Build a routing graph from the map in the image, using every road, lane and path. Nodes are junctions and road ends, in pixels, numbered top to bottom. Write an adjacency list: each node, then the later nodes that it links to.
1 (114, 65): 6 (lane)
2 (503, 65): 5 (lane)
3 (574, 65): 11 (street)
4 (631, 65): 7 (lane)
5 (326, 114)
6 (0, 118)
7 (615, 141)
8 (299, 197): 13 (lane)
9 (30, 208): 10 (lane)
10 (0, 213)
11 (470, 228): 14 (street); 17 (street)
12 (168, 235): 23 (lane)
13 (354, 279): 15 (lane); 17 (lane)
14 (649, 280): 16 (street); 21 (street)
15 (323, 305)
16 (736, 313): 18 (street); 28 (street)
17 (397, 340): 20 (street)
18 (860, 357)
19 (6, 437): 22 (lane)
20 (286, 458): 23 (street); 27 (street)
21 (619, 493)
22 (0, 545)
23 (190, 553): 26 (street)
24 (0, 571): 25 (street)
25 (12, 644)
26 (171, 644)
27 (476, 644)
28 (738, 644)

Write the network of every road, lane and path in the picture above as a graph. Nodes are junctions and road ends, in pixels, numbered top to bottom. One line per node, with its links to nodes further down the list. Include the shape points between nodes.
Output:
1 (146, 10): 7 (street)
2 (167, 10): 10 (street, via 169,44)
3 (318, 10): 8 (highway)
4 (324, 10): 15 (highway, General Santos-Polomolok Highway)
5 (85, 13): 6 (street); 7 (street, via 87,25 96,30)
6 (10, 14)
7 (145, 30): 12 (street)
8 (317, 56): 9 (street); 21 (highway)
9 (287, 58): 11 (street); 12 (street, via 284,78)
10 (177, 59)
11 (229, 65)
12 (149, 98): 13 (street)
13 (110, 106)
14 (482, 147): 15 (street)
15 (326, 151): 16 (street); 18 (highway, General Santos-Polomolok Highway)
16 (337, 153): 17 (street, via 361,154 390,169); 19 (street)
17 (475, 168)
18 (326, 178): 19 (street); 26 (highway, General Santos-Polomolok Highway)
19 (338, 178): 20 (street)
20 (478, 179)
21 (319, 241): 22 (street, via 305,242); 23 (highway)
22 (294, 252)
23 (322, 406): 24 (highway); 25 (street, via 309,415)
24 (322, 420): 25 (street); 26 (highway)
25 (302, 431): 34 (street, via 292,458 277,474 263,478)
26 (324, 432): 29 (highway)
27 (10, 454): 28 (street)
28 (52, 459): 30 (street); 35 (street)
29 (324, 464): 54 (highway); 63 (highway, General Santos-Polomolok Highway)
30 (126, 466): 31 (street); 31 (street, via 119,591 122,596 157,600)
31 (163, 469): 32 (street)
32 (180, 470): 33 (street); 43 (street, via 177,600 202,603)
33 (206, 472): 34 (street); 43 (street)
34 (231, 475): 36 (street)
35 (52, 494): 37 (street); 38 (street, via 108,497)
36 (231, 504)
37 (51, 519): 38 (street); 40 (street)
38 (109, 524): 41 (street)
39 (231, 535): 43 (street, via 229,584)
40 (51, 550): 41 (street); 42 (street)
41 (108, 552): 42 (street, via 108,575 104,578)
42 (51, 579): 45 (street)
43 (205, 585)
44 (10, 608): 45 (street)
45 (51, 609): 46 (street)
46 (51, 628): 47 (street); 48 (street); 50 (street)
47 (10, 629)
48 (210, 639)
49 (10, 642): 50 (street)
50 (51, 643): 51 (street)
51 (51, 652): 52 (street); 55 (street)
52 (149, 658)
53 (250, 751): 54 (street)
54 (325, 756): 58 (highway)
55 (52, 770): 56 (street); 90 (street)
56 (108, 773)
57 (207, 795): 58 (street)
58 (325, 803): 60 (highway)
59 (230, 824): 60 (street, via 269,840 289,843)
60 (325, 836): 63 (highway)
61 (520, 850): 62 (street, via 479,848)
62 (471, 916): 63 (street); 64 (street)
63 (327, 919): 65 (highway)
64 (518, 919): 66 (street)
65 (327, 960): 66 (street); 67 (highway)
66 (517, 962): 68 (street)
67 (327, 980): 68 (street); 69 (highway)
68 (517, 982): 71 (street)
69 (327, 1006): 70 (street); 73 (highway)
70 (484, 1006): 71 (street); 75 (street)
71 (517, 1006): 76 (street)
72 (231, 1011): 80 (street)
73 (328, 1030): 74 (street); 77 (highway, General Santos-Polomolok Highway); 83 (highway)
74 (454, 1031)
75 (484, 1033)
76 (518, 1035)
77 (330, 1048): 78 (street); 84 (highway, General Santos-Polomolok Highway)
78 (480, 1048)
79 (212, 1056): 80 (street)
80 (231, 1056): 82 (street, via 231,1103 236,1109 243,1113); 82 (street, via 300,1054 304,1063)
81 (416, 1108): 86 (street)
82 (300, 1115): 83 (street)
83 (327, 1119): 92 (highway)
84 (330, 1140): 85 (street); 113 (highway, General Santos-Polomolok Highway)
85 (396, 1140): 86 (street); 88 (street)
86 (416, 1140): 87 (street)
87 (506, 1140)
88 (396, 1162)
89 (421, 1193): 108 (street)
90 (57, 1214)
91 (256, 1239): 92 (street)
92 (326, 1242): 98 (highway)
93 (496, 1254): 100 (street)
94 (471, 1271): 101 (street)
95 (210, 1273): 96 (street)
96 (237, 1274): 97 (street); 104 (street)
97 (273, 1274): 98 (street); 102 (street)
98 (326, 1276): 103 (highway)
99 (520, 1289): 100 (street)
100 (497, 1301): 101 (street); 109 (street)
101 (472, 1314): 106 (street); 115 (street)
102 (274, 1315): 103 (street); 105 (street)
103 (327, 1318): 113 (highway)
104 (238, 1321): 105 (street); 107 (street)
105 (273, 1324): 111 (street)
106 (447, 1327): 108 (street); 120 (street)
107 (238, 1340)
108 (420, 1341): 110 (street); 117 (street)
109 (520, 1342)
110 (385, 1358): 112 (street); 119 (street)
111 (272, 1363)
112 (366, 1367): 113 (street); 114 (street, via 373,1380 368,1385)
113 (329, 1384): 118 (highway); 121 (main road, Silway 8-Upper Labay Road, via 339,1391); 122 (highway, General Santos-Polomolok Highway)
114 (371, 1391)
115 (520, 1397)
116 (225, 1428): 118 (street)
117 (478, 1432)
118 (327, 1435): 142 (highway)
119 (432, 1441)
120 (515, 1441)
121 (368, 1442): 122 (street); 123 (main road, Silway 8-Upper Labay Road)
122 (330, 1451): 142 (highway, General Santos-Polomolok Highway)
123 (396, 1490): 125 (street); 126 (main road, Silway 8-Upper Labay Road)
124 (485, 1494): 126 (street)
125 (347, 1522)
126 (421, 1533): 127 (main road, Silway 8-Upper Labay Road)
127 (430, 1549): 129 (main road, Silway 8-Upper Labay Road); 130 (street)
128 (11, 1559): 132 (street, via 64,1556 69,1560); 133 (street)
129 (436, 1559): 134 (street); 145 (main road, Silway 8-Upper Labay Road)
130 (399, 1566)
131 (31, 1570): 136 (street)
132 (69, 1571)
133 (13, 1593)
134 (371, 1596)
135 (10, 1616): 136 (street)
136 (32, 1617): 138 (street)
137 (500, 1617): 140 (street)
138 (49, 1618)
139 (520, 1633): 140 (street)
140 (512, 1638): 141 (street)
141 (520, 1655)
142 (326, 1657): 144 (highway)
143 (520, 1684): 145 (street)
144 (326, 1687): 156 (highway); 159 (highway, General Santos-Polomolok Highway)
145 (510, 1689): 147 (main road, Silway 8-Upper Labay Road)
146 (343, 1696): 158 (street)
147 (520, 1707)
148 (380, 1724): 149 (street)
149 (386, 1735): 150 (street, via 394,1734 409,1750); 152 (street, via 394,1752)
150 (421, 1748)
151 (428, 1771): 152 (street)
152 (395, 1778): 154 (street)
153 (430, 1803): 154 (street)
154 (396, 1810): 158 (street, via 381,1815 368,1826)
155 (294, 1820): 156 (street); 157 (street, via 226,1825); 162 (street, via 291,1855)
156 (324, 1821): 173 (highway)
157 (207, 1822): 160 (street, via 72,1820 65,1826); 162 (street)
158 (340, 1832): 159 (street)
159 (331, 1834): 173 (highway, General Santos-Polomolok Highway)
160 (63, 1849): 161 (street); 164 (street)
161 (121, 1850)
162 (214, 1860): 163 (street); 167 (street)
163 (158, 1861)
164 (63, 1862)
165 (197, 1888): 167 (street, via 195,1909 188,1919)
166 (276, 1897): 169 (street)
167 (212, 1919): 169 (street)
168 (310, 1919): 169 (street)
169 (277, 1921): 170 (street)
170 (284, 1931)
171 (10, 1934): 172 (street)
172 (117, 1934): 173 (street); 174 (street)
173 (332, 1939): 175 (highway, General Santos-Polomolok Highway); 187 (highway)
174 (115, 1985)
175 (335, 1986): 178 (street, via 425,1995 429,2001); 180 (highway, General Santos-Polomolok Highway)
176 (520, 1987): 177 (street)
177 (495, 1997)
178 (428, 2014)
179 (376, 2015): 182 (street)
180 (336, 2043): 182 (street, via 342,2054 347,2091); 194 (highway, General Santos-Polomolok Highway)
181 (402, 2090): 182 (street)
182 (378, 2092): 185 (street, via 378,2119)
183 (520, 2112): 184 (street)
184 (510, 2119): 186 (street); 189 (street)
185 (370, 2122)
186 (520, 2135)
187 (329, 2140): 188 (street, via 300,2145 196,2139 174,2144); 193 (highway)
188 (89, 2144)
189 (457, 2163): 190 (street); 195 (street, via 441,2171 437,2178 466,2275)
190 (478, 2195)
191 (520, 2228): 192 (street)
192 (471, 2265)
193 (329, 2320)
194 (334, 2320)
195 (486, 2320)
****
* [What the task asks]
Go back to the start of the listing above. Reproduce each line exactly, ending with the line that contains "Write the network".

* [Task result]
Build a routing graph from the map in the image, using every road, lane and path. Nodes are junctions and road ends, in pixels, numbered top to bottom. Write an adjacency list: each node, then the later nodes that it links to.
1 (114, 65): 6 (lane)
2 (503, 65): 5 (lane)
3 (574, 65): 11 (street)
4 (631, 65): 7 (lane)
5 (326, 114)
6 (0, 118)
7 (615, 141)
8 (299, 197): 13 (lane)
9 (30, 208): 10 (lane)
10 (0, 213)
11 (470, 228): 14 (street); 17 (street)
12 (168, 235): 23 (lane)
13 (354, 279): 15 (lane); 17 (lane)
14 (649, 280): 16 (street); 21 (street)
15 (323, 305)
16 (736, 313): 18 (street); 28 (street)
17 (397, 340): 20 (street)
18 (860, 357)
19 (6, 437): 22 (lane)
20 (286, 458): 23 (street); 27 (street)
21 (619, 493)
22 (0, 545)
23 (190, 553): 26 (street)
24 (0, 571): 25 (street)
25 (12, 644)
26 (171, 644)
27 (476, 644)
28 (738, 644)

Write the network of every road, lane and path in the picture above as a graph. Nodes are junctions and road ends, in pixels, numbered top to bottom. One line per node, with its links to nodes further down the list. Include the shape points between nodes.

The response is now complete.